夏目雅子さんのこと

乳房 (講談社文庫)
地下鉄のホームに骨髄ドナーを求める夏目雅子さんの広告があった。美しさと訴えかけるような瞳に惹かれて、電車を待っている間、ずっと見ていた。そして、夫だった伊集院静氏の「乳房」を読み返してみた。

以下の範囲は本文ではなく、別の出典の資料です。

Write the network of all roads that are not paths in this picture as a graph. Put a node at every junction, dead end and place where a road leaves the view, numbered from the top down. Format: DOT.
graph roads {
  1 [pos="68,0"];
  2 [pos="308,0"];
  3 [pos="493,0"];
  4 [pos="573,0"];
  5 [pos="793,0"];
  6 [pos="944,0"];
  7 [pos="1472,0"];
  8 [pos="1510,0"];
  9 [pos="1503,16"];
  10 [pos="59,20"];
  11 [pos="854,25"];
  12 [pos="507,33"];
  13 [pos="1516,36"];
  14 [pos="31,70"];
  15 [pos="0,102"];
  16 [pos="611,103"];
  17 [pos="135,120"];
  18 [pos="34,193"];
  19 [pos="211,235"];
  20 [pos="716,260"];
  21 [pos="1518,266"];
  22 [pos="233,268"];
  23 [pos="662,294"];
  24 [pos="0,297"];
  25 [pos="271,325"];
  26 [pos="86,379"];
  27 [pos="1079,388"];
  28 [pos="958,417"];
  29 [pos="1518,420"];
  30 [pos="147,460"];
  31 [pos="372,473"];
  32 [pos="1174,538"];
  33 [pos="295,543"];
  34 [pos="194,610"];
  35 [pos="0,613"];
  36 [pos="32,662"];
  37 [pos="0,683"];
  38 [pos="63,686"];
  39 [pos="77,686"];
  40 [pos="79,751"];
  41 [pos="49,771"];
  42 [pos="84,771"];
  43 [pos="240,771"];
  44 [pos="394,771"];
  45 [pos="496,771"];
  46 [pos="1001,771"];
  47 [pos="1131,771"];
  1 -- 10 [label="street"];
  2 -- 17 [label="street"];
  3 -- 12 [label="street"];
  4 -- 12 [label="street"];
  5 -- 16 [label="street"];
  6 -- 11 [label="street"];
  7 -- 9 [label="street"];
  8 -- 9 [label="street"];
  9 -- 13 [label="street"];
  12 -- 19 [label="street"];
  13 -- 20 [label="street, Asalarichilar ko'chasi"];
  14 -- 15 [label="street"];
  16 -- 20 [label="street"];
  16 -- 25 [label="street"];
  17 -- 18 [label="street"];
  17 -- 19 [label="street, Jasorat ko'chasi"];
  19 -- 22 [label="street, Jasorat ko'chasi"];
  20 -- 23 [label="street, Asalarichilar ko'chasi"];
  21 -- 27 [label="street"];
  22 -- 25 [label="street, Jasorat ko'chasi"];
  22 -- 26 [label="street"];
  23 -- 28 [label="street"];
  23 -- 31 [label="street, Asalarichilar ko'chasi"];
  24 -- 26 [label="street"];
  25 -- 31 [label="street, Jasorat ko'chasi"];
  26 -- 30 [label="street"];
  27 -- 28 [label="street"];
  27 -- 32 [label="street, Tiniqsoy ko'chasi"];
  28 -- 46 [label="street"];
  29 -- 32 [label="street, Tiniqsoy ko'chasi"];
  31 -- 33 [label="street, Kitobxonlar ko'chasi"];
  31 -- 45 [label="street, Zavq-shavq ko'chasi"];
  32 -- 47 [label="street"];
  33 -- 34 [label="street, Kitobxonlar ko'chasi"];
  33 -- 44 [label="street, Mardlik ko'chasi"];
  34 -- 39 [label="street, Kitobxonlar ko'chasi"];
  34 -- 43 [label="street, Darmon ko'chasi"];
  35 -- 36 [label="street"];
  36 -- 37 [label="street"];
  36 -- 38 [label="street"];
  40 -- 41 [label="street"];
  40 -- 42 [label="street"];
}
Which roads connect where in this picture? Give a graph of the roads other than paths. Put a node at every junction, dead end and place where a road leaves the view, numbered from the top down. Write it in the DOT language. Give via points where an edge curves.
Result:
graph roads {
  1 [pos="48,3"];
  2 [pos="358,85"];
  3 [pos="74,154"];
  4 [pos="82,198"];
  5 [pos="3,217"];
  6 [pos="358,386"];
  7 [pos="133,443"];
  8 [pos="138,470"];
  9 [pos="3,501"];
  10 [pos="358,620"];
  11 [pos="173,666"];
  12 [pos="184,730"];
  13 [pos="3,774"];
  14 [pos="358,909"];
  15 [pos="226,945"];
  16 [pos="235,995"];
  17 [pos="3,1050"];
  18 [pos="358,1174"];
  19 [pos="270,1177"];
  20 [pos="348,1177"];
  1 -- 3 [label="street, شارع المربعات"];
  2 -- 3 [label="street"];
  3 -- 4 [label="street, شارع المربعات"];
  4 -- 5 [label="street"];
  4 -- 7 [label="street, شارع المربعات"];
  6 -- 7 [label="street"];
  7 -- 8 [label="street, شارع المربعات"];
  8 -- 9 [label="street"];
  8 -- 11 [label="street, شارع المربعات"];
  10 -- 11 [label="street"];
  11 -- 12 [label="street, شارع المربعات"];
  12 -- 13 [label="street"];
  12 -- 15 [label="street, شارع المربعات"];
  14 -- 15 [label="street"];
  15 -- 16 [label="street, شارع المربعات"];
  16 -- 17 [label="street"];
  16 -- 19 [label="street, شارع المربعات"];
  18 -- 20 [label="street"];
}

哀しいシーンが折り重なっていく作品だけど、切なさだけに終わらないのは、心から愛する人に愛情を迎え入れてもらったからなんだと思う。ラストシーンはあたたかい。

―ずっと離れませんから。
数ヶ月もしないうちに里子は私に言った。

今ならストーカーと呼ばれてしまうかもしれない言葉も、美女が一途な気持ちをつらぬけば、吉と出ることもあるんだなぁと、詳しいいきさつは知らないのに、うらやましくも感じるのだ。

「病気になって嬉しいこともあるんだ」
と里子は言った。
「なぜだよ」
「だってパパに逢ってから、こんなに長い時間一緒にいるのは初めてなんだもの」
と嬉しそうに笑った。その言葉を聞いた時、私は自分の鈍感さに呆れた。何が何でもこの女と自分は、鎌倉のあのアパートに生還するのだと決意した。

きっと純粋で一途な人だったんだろうな。短くても、愛する人から愛される人生を生きられて、彼女は幸せだったと私は思う。